新潟県三条市で閉院した魅力的なレトロな小児科医院をカフェとして再生しようと、地元の専門家たちがスクラムを組んで取り組んでいる。4月中にオープンの予定で、空き家活用の足がかりになることも期待される。
再生が進んでいるのは、三条市元町の三条市立図書館となりに建つ小児科だった旧渡辺医院。大正か昭和初期の建築と思われ、洋館風のしゃれた建築だ。土地は210坪あり、増築されていた住宅部分は取り壊し、病院部分は1階30坪、2階20坪ほどの広さがある。
この建物を生かしてカフェを開くのは、三条市に住む皆川裕さん(32)。昨年8月に勤めていた会社をやめてカフェ&バー「ポテサララボ」の開店準備を進めている。メニューはドリンクにコーヒー、紅茶、ビール、カクテルなど、軽食はポテトサラダやトーストを考えている。店名にもあるポテトサラダはおかずにも酒のつまみにもなり、持ち帰りもでき、午後10時ごろまで営業するつもりだ。
建物は三条市が歴史的建造物として調査している。できるだけ手を加えずに古い病院の雰囲気を残す。皆川さんは自分でも内装を施したり、机やいすを作ったりというセルフビルドも行い、そのプロセスも見てもらっている。

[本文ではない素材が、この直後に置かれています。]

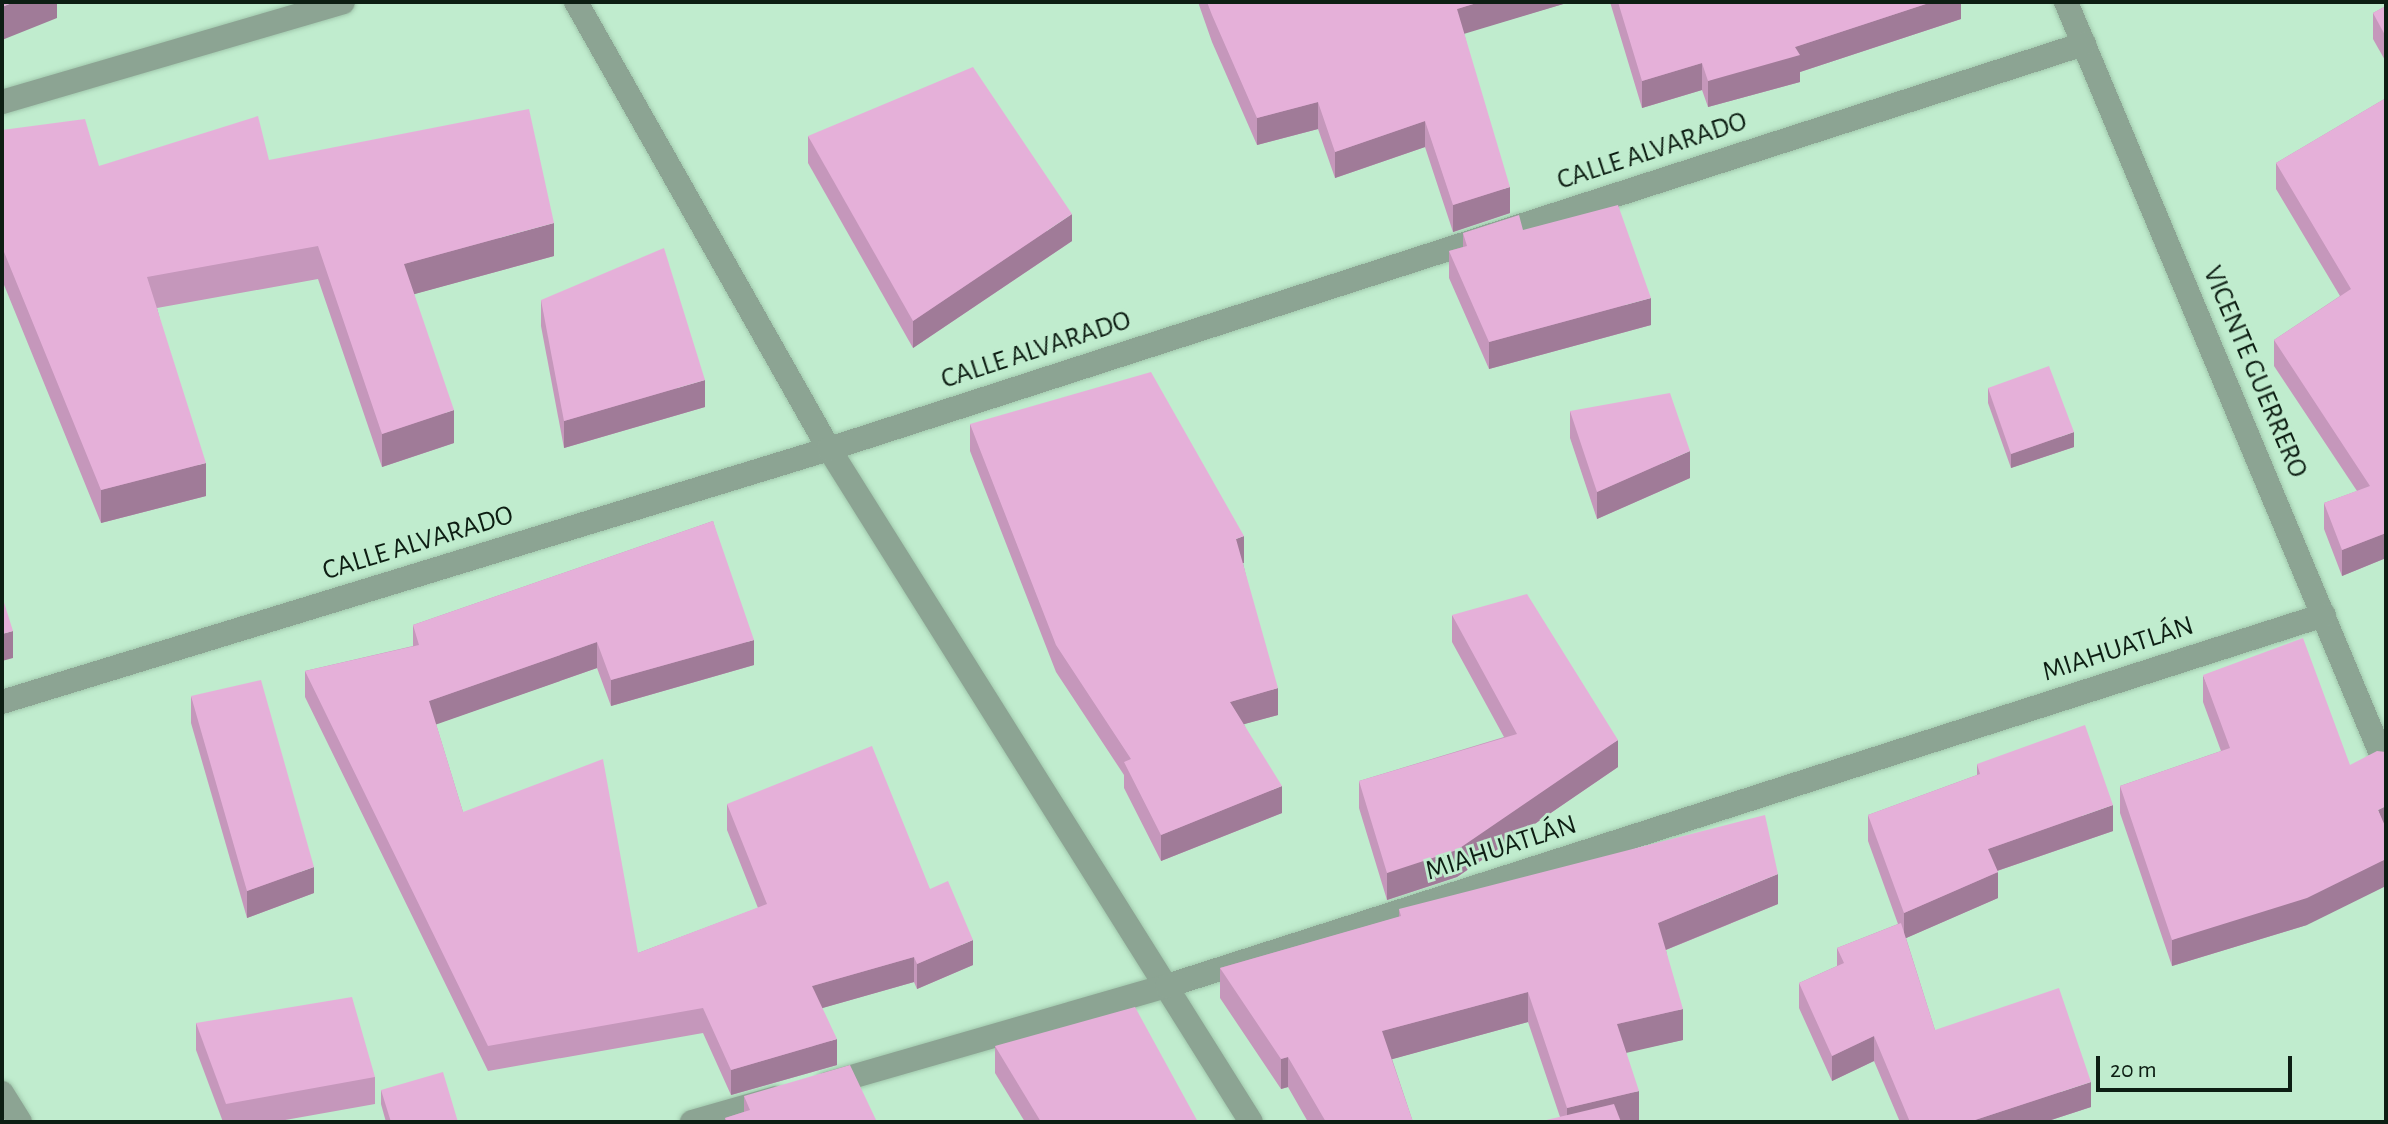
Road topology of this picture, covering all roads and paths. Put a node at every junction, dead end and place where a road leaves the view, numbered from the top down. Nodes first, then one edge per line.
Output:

旧渡辺医院は不動産業の有限会社アックス都市開発(三条市神明町)の代表取締役、栗山義弘さん(74)が所有者から委任状を受けて再生に取り組んでいる。所有者から旧渡辺医院をなんらかの形で残したい、活用方法の提案をしてほしいと相談があった。
そのなかで皆川さんがカフェを始めたという話を聞きつけ、栗山さんがマッチングする形で再生が決まった。三条市の西村デザインがディレクション、燕市の金子勉建築設計事務所が建築設計を担当し、さらに2人でコンセプトや企画を立案。三条市のスペースデザインタクミが施工を担当するという布陣ができあがった。
栗山さんは、旧外山虎松商店を取得し、そこを借りて2014年にシェアスペース&ライブラリー「燕三条トライク」がオープンするなど、まちづくりのための空き家の再生に積極的だ。「わたしはここに生まれ育った。空き家を何とかしたい。まちのにぎわいが薄れ、寂しくなるのを何とか解消できないと思っている」と栗山さん。「若い人は地元の人と直接、つながりがない。わたしは長くここにいるので、接着剤としてお手伝いできれば」と支援を惜しまない。
旧渡辺医院の土地にはまだ余裕があるので、コンテナを設置して出店を促し、点から面として相乗効果が上がるエリアにしていこうというアイデアや、2階を滞在施設する計画もある。空き家の所有者と空き家を活用したい人とのマッチングの事業化という構想もあり、これから広がっていくプロジェクトの緒に就いたところとも言える。